Parte 2
Olha eu aqui de novo, compartilhando meus pensamentos com vocês! Hoje quero falar de saudades. De sentir falta. Não de um jeito saudosista e vazio, e sim com uma visão realista e direta. Sobretudo realista. Talvez até pesarosa, de certa forma. Se você nasceu antes dos anos 2000 já deve saber do que estou falando, e às vezes até já se pegou pensando nos “bons tempos” e como sente falta de uma “época mais simples”. Essa postagem não tem o objetivo de explicar a você nada disso, mesmo porque cada um de nós tem uma relação diferente com o passado. Os bons tempos para uns pode ser um trabalho desgraçado, enquanto para outros uma infância simples e feliz, despreocupada. Para alguns um ambiente familiar de abuso e violência, enquanto para outros um ninho familiar de afeto e companheirismo. É difícil equalizar, mas não estou escrevendo para isso. Estou escrevendo para lhe dizer que você não está só.

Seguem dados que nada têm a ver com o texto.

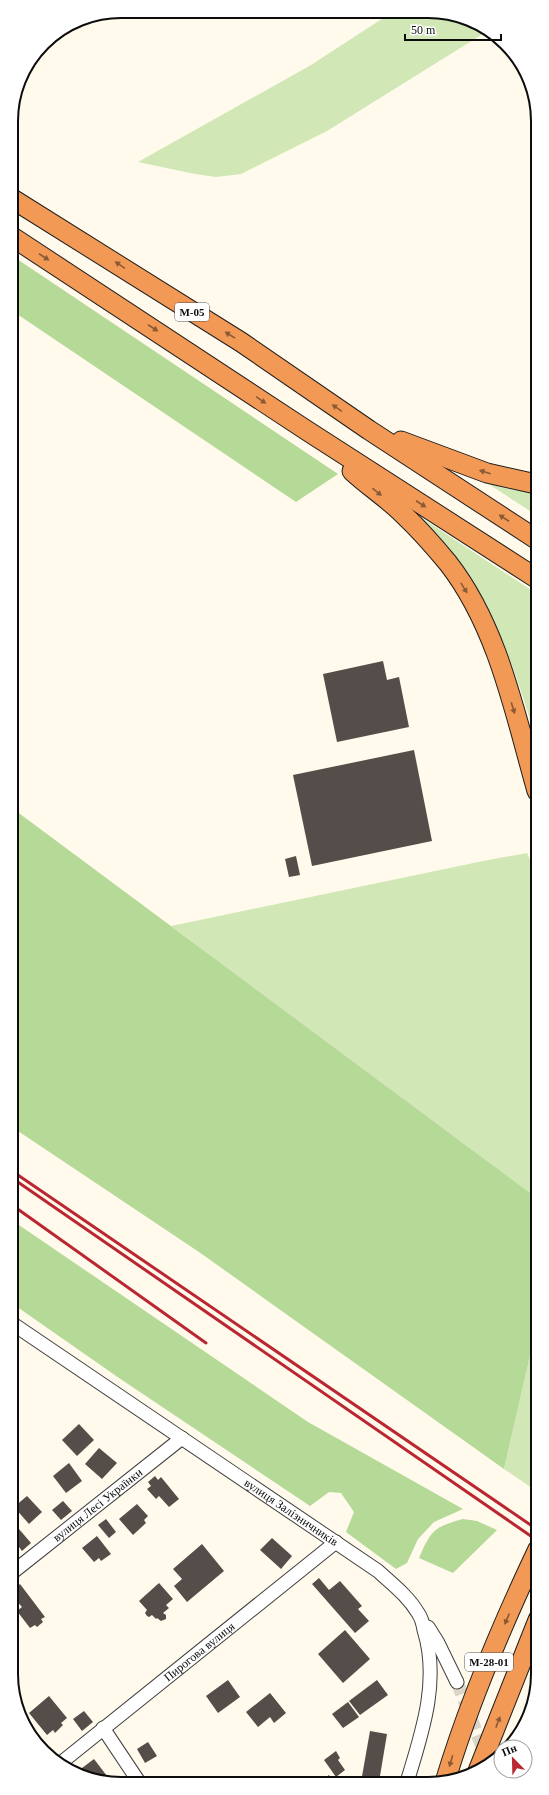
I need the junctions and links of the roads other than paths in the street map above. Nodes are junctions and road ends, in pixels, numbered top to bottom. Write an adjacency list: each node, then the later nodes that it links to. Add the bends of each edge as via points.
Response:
1 (18, 202): 4 (highway, М-05, one-way to 1, via 241,342)
2 (18, 241): 3 (highway, one-way to 3)
3 (306, 430): 7 (highway, one-way to 7); 8 (highway, one-way to 8, via 402,513 449,564 474,603 489,635)
4 (369, 430): 5 (highway, one-way to 4, via 487,473); 6 (highway, М-05, one-way to 4)
5 (531, 483)
6 (531, 536)
7 (531, 575)
8 (531, 770)
9 (18, 1331): 10 (street, вулиця Залізничників)
10 (182, 1438): 11 (street, вулиця Залізничників); 13 (street, вулиця Лесі Українки)
11 (336, 1542): 14 (street, вулиця Залізничників, via 378,1571 407,1597); 17 (street, Пирогова вулиця)
12 (531, 1564): 20 (highway, М-28-01, one-way to 20, via 477,1690)
13 (18, 1568)
14 (419, 1614): 16 (street, via 438,1643); 22 (street, вулиця Залізничників, via 428,1643 429,1699)
15 (531, 1638): 19 (highway, М-28-01, one-way to 15)
16 (457, 1682)
17 (103, 1728): 18 (street, Пирогова вулиця); 21 (street)
18 (64, 1760)
19 (482, 1762)
20 (446, 1775)
21 (136, 1777)
22 (408, 1777)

Muita coisa aconteceu – com o mundo e conosco. Nós crescemos, nos tornamos adultos. Pais, mães, trabalhadores, empresários, artistas… cada um carregando um enorme peso nas costas. O peso da responsabilidade. Para carregar ainda mais esse novo cenário com dificuldades, passamos por uma pandemia. Perdemos entes queridos, amigos, muitos de nossa raça. Somos fracos, dependentes. Muita coisa ficou evidente com a pandemia, e não estou querendo dizer apenas “olha que interessante, podemos trabalhar de casa!”. Ficou evidente que uma andorinha só não faz verão (ou primavera, como supostamente disse Aristóteles). Precisamos de pessoas. De amigos, de fornecedores, de médicos, enfermeiros, cozinheiros, entregadores, professores, gerentes, vendedores, e a lista é grande. Então eu repito: você não está só. Nenhum de nós está. Basta que tenhamos ciência disso e que estendamos nosso apoio a nossos semelhantes. E o primeiro passo é nos enxergarmos. Pura e honestamente, enxergar nossa individualidade.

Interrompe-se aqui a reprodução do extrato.